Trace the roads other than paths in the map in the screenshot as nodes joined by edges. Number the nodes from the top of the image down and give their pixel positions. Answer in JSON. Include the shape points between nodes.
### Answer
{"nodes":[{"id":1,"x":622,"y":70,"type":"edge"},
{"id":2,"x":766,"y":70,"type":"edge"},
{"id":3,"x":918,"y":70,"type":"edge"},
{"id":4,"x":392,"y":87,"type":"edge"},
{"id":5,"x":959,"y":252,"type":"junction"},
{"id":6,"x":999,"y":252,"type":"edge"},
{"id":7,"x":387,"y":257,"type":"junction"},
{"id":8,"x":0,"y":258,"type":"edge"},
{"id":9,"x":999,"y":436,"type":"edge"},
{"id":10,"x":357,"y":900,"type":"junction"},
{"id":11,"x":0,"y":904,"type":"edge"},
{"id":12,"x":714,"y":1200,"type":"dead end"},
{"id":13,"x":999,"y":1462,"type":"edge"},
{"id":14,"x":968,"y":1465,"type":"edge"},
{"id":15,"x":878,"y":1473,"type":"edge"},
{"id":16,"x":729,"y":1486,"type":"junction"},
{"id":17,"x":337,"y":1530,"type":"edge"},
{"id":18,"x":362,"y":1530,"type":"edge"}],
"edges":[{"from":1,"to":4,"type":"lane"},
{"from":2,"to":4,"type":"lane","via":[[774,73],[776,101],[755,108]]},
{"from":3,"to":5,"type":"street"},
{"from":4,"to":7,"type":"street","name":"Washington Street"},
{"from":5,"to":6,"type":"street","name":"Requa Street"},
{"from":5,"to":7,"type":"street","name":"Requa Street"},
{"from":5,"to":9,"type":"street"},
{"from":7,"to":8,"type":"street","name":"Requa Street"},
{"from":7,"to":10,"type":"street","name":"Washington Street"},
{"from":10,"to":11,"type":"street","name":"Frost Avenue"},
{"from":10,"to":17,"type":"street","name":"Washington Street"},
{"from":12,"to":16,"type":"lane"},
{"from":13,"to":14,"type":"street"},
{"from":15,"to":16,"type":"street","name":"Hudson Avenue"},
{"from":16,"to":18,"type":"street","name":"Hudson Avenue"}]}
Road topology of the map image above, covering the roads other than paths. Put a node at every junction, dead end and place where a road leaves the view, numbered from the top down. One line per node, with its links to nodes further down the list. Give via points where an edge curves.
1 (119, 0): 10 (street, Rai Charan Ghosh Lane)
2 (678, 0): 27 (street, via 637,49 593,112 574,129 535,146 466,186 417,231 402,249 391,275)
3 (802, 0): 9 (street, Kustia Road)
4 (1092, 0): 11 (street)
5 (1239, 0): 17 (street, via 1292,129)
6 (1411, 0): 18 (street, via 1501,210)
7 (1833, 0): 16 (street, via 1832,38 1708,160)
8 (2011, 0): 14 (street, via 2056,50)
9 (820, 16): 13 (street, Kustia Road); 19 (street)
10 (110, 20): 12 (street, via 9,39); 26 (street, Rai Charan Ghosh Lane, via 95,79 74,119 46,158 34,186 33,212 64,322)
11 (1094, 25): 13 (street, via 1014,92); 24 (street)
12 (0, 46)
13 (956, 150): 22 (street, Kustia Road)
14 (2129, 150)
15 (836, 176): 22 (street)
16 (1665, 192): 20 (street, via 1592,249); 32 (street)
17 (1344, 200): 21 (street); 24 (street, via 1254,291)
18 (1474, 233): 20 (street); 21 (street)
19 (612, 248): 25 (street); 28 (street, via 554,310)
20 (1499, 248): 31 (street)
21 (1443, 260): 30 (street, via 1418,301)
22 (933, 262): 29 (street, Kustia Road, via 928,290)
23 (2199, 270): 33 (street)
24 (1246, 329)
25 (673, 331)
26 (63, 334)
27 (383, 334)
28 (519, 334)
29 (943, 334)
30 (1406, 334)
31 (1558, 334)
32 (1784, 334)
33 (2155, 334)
+---+
Your instructions:
Read the entries and show each line that mentions "name".

Task solution:
{"from":4,"to":7,"type":"street","name":"Washington Street"},
{"from":5,"to":6,"type":"street","name":"Requa Street"},
{"from":5,"to":7,"type":"street","name":"Requa Street"},
{"from":7,"to":8,"type":"street","name":"Requa Street"},
{"from":7,"to":10,"type":"street","name":"Washington Street"},
{"from":10,"to":11,"type":"street","name":"Frost Avenue"},
{"from":10,"to":17,"type":"street","name":"Washington Street"},
{"from":15,"to":16,"type":"street","name":"Hudson Avenue"},
{"from":16,"to":18,"type":"street","name":"Hudson Avenue"}]}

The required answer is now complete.